Oaxaca ante la historia: la ciudadanía debate la revocación de mandato
El próximo domingo 25 de enero, Oaxaca entrará en un terreno inexplorado. Por primera vez en su historia, la ciudadanía acudirá a las urnas no para elegir a un gobernador, sino para decidir si el actual titular del Poder Ejecutivo, Salomón Jara Cruz, debe continuar o no en el cargo por pérdida de confianza.
No es un hecho menor. Se trata de un ejercicio democrático inédito que pone a prueba no solo a un gobierno, sino a las propias instituciones electorales y a la participación ciudadana. La revocación de mandato deja de ser un concepto constitucional abstracto para convertirse en una decisión concreta en la boleta.
Con el objetivo de fomentar un voto informado, el Instituto Estatal Electoral y de Participación Ciudadana de Oaxaca (IEEPCO) organizó el segundo foro de discusión, un espacio donde representantes de la sociedad civil confrontaron posturas encontradas sobre el desempeño del gobernador y el alcance real de este mecanismo democrático.
Las críticas: cuentas pendientes y desconfianza
Entre quienes se pronunciaron a favor de la revocación, el argumento central fue la necesidad de que el poder rinda cuentas a mitad del camino. Para este sector, la revocación no es un castigo, sino una conquista ciudadana que busca corregir gobiernos que se alejan de sus promesas.
Ángel de Israelí Cruz Gutiérrez calificó el proceso como una “farsa tramposa” debido a su costo estimado de 124 millones de pesos y a los obstáculos que, dijo, enfrenta cualquier ciudadano sin estructura partidista para reunir el 10% de firmas requeridas para activar el mecanismo. Desde su perspectiva, el diseño del proceso favorece a quienes ya detentan el poder.
En el fondo de la crítica aparecen viejos reclamos: el uso clientelar de la política social, el deterioro del sector salud —con recortes presupuestales de miles de millones de pesos— y señalamientos de nepotismo dentro de la administración estatal.
A estas voces se sumó María Guadalupe Blanco Méndez, quien planteó la revocación como un acto de justicia democrática para comunidades indígenas y colectivos feministas, al considerar que el mecanismo permite evaluar la representatividad del gobierno frente a problemas de justicia, violencia e impunidad.
La defensa: estabilidad, seguridad y continuidad
Del otro lado del debate, quienes se oponen a la revocación advierten sobre los riesgos de interrumpir un proyecto de gobierno a la mitad del sexenio. Su argumento es claro: tres años no bastan para medir el impacto de una administración en un estado con rezagos históricos como Oaxaca.
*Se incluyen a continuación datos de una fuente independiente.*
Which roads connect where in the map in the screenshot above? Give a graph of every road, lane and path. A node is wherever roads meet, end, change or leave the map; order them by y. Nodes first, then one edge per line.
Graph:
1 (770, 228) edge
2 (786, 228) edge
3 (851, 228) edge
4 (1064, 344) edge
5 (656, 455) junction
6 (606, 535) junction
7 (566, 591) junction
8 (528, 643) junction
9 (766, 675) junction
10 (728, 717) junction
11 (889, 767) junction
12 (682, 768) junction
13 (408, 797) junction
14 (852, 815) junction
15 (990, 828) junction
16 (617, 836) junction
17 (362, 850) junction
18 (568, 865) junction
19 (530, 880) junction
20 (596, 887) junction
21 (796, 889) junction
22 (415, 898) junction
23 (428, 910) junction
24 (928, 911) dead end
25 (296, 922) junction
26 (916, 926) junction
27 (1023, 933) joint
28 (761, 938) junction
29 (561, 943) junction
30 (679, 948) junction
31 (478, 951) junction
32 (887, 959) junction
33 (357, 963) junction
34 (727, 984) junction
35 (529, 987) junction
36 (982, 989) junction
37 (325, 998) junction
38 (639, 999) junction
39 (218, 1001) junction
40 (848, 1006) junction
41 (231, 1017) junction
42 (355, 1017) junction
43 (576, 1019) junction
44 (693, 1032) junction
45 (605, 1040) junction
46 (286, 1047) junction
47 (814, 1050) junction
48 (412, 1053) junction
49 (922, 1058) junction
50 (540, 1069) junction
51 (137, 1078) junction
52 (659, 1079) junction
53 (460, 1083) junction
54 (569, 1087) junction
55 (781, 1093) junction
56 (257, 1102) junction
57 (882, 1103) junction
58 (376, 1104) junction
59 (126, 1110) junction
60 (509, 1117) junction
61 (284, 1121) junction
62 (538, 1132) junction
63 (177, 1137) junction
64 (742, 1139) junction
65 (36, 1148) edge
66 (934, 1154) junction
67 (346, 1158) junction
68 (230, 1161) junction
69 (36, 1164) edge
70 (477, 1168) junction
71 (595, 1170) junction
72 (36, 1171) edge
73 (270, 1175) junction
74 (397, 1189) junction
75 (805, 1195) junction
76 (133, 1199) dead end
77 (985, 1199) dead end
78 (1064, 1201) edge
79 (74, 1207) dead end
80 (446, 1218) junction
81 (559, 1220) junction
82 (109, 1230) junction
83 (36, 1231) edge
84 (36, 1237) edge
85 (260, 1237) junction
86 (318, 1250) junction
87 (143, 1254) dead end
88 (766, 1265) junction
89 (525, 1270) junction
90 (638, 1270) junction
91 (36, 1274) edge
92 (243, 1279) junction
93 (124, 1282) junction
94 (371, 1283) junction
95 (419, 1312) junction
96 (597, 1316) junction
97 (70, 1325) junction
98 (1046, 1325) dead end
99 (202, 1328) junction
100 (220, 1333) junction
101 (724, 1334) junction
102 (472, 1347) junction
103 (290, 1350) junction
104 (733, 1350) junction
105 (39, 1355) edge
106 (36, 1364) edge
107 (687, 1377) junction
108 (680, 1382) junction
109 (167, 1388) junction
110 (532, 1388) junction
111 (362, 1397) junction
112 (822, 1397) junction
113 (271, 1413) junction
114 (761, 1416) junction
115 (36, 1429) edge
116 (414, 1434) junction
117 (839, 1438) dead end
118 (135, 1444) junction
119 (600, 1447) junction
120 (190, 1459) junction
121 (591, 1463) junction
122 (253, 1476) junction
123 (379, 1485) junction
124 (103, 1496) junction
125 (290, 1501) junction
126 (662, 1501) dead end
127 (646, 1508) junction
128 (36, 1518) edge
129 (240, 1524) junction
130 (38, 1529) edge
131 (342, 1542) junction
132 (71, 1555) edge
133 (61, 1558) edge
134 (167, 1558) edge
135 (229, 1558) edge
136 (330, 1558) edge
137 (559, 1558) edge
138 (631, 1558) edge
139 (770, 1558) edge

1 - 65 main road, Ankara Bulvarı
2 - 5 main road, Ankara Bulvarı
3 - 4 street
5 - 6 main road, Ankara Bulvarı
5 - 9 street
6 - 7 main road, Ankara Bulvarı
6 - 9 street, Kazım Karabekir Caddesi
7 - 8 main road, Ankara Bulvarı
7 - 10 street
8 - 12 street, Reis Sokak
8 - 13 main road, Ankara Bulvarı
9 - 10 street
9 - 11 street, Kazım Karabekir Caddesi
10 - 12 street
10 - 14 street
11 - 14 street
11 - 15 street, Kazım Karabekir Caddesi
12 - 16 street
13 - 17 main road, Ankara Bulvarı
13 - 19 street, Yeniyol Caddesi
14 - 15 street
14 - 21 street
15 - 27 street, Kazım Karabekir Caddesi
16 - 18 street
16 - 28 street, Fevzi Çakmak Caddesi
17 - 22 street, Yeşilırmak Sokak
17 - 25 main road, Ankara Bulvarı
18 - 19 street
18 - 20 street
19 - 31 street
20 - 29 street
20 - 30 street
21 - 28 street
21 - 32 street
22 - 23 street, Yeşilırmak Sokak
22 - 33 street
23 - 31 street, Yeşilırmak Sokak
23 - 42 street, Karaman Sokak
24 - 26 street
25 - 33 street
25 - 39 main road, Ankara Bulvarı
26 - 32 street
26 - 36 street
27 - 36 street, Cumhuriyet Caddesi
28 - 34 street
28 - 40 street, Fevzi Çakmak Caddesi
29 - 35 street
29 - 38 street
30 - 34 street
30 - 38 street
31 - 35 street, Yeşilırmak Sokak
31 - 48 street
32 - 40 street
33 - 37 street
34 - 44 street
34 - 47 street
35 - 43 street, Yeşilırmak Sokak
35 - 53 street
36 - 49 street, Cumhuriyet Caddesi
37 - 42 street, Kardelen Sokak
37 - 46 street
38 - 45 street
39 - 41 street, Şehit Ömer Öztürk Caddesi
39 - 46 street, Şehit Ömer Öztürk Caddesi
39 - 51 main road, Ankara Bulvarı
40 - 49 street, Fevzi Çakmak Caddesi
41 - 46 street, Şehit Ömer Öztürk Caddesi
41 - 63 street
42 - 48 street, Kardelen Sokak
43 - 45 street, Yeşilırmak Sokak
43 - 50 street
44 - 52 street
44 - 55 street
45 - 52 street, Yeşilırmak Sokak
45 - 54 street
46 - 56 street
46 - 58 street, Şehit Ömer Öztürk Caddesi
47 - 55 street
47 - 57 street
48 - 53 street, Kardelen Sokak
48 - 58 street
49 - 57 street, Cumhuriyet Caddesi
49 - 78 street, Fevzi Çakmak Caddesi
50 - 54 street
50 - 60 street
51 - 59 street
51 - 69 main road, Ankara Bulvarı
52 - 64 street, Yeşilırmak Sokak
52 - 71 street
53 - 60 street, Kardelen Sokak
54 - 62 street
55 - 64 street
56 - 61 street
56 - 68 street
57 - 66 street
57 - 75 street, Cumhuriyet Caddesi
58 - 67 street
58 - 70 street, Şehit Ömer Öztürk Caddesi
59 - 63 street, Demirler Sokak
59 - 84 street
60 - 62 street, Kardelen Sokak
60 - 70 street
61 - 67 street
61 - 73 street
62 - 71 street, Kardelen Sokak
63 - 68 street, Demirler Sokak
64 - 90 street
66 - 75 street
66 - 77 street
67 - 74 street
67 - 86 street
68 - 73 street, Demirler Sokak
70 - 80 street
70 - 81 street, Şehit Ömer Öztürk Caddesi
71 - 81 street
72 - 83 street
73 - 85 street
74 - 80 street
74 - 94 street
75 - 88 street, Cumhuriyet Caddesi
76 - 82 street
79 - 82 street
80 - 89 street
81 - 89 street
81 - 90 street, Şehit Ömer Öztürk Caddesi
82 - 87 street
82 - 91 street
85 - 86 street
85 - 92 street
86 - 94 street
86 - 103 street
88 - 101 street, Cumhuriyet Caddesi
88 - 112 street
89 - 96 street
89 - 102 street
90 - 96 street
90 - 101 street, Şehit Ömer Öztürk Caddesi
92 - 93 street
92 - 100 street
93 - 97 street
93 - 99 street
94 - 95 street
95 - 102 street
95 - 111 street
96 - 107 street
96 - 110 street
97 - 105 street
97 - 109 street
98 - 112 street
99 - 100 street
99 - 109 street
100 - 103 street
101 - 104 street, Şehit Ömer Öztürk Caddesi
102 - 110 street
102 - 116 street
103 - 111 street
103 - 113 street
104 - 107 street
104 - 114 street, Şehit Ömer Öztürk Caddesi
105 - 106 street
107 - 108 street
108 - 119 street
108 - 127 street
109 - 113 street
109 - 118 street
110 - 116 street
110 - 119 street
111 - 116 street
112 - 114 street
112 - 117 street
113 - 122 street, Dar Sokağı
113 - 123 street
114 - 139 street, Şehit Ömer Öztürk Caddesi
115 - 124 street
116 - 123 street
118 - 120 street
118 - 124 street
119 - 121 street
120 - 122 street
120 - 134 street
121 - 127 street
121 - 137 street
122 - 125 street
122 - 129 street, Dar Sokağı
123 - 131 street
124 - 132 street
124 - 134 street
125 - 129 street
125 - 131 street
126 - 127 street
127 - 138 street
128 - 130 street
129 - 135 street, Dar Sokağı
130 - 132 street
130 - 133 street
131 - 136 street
Sara Cenaida Clavel Guzmán defendió la gestión de Salomón Jara destacando la reducción en los índices delictivos y la implementación de programas sociales dirigidos a jóvenes, como “Mi primera chamba” y la “Tarjeta Joven”, que, aseguró, han generado beneficios directos en sectores tradicionalmente excluidos.
Subrayó además el estilo de gobierno del mandatario, al que describió como cercano al territorio, recorriendo comunidades por vía terrestre y encabezando mesas de seguridad diarias para atender problemáticas locales.
En la misma línea, Marco Antonio Baños Avendaño reconoció que la revocación de mandato fortalece la democracia, pero advirtió que su uso debe ser responsable. Llamó a evitar que el mecanismo se convierta en una herramienta de confrontación política permanente y sostuvo que la gobernabilidad también requiere continuidad.
El reto institucional y la participación
Más allá del debate político, el proceso representa un desafío logístico para el IEEPCO, que proyecta la instalación de más de 2,800 casillas en todo el estado. Para que el resultado sea vinculante, la ley establece un umbral alto: la participación de al menos el 40% de la lista nominal.
El Instituto puso a disposición de la ciudadanía su plataforma digital para consultar la ubicación de las mesas receptoras y acceder a información oficial sobre el proceso. Autoridades electorales y panelistas coincidieron en un punto: independientemente de la postura, informarse y participar es un derecho y una responsabilidad democrática.
Un momento definitorio
El 25 de enero, Oaxaca no solo decidirá sobre la continuidad de un gobernador. Pondrá a prueba un mecanismo que busca equilibrar el poder entre gobernantes y gobernados.
La revocación de mandato no garantiza soluciones inmediatas ni resuelve por sí sola las deudas históricas del estado. Pero sí abre una puerta: la de una ciudadanía que deja de ser espectadora y asume un papel activo en la evaluación del poder.
El resultado, sea cual sea, marcará un precedente.
Y los precedentes, en democracia, también hacen historia.